┌─ Exercise data

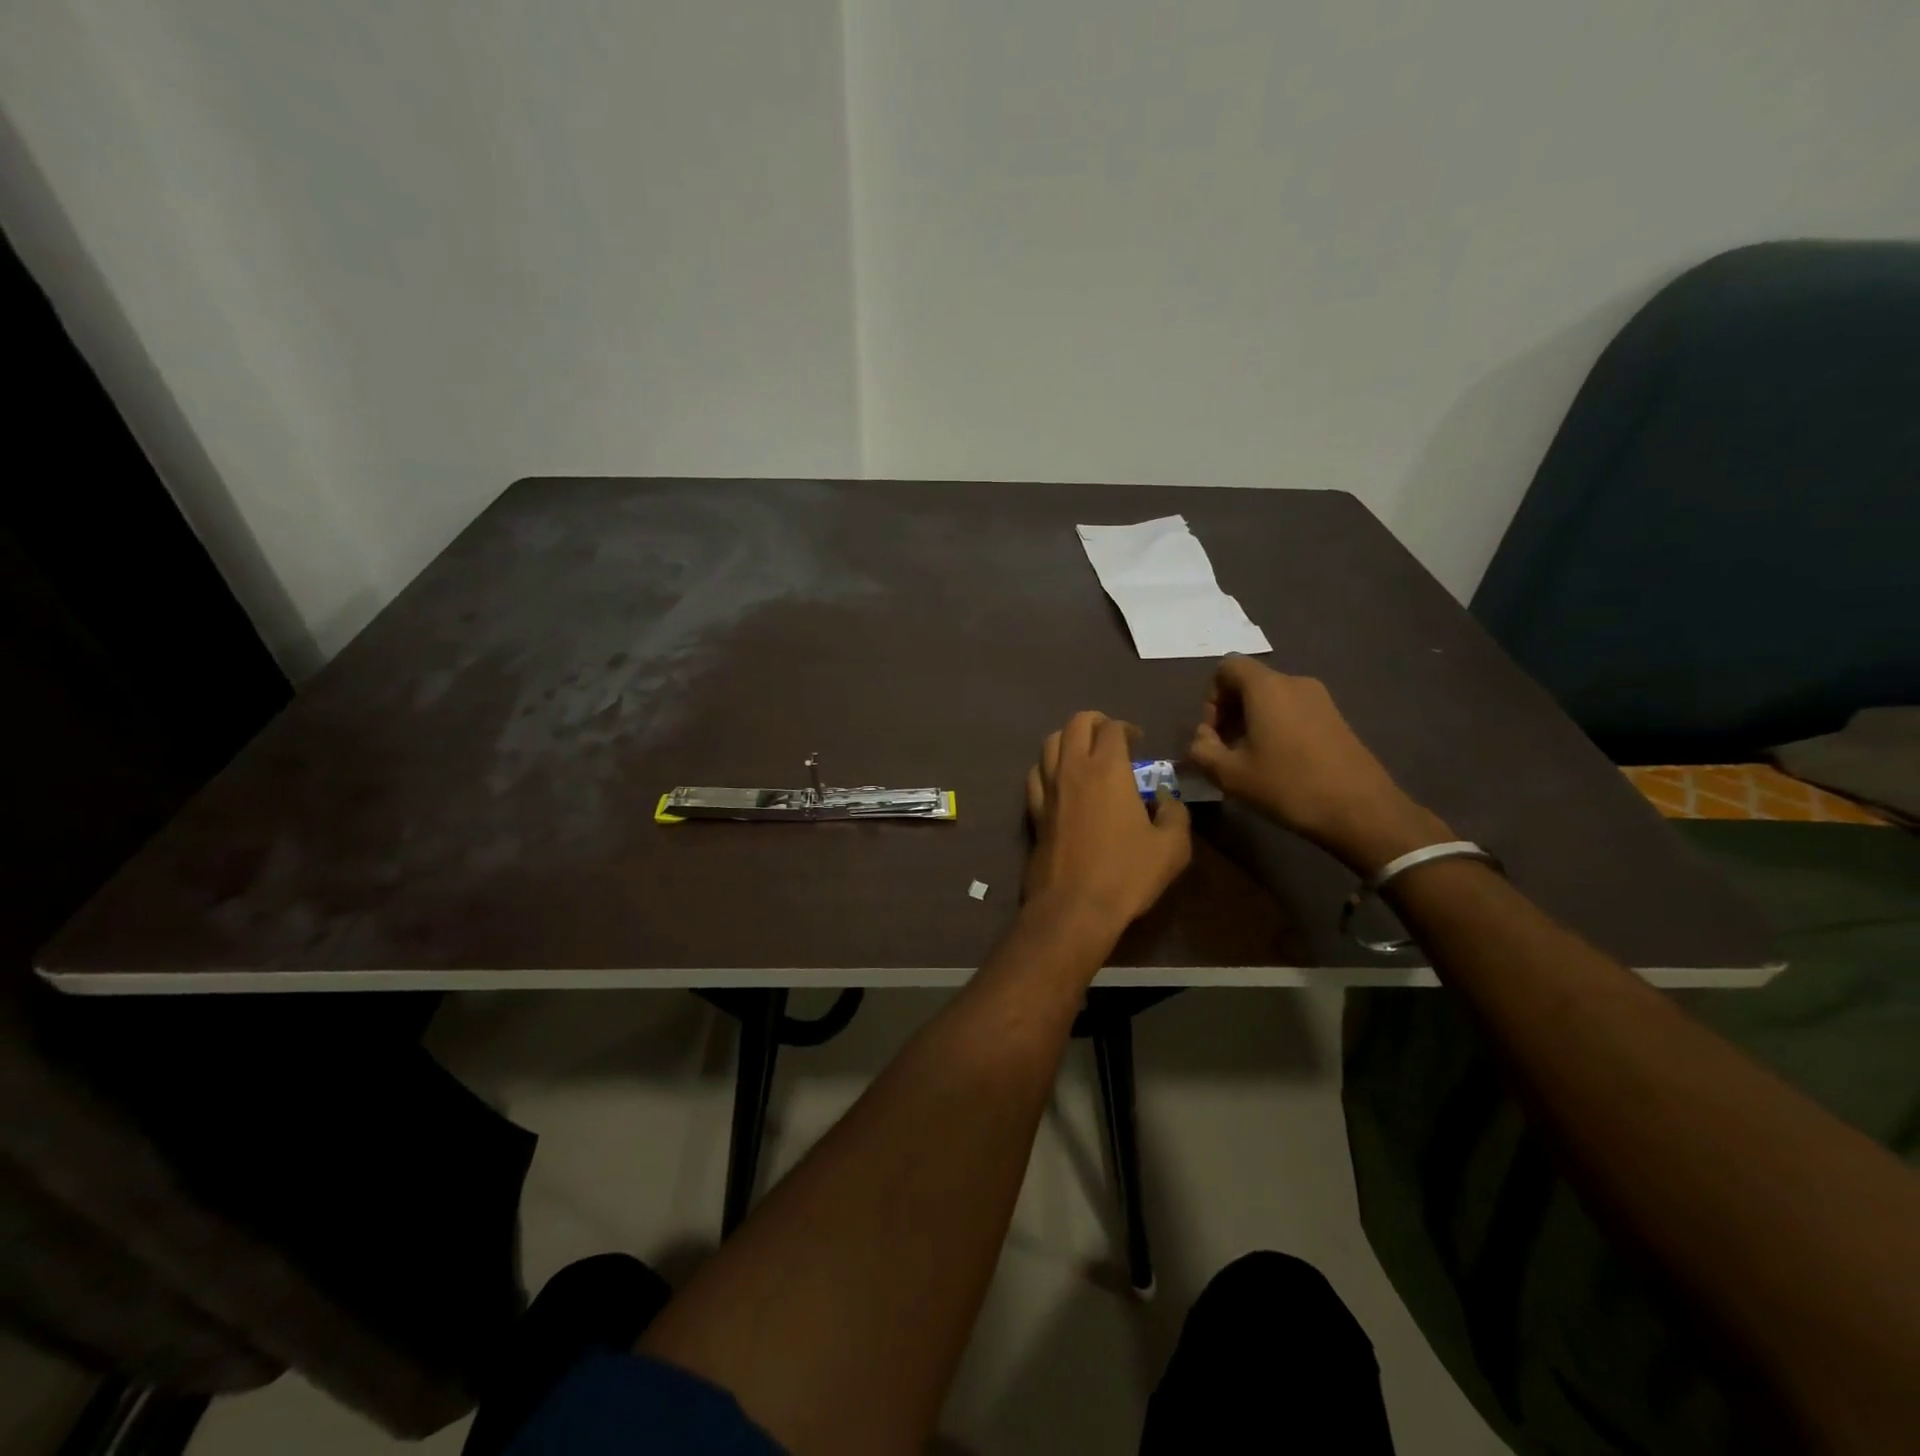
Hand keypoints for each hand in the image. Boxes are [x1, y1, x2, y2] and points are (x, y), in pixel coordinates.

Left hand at [1023, 711, 1191, 934]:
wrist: (1073, 906)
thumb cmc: (1126, 874)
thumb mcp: (1172, 847)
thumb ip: (1175, 814)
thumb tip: (1166, 798)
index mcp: (1108, 769)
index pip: (1112, 728)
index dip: (1127, 728)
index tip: (1139, 742)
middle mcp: (1073, 769)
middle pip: (1076, 724)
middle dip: (1095, 722)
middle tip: (1111, 738)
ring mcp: (1048, 789)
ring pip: (1050, 744)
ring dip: (1069, 739)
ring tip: (1084, 754)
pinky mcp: (1034, 811)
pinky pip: (1036, 774)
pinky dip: (1048, 767)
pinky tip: (1060, 781)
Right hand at [1186, 657, 1451, 874]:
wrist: (1361, 810)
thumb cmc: (1288, 786)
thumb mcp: (1230, 774)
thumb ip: (1201, 751)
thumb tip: (1200, 739)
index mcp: (1266, 688)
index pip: (1227, 667)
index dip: (1211, 696)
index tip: (1213, 733)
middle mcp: (1294, 682)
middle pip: (1249, 683)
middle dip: (1229, 713)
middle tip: (1225, 751)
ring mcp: (1320, 699)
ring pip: (1271, 699)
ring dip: (1252, 722)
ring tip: (1250, 761)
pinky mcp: (1336, 718)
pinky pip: (1293, 710)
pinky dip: (1276, 728)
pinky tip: (1278, 764)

└─

The entries above hold the needed span. Transcribe exactly the lines from the one with "thumb ip: (1175, 814)" to the one with "ring tip: (1084, 754)", both included.

Written response:
thumb ip: (1175, 814)
thumb tip: (1166, 798)
index mcp: (1108, 769)
index pip: (1112, 728)
index dip: (1127, 728)
index tip: (1139, 742)
middle mcp: (1073, 769)
middle pip: (1076, 724)
middle dip: (1095, 722)
middle tip: (1111, 738)
ring mcp: (1048, 789)
ring pip: (1050, 744)
ring dip: (1069, 739)
ring tip: (1084, 754)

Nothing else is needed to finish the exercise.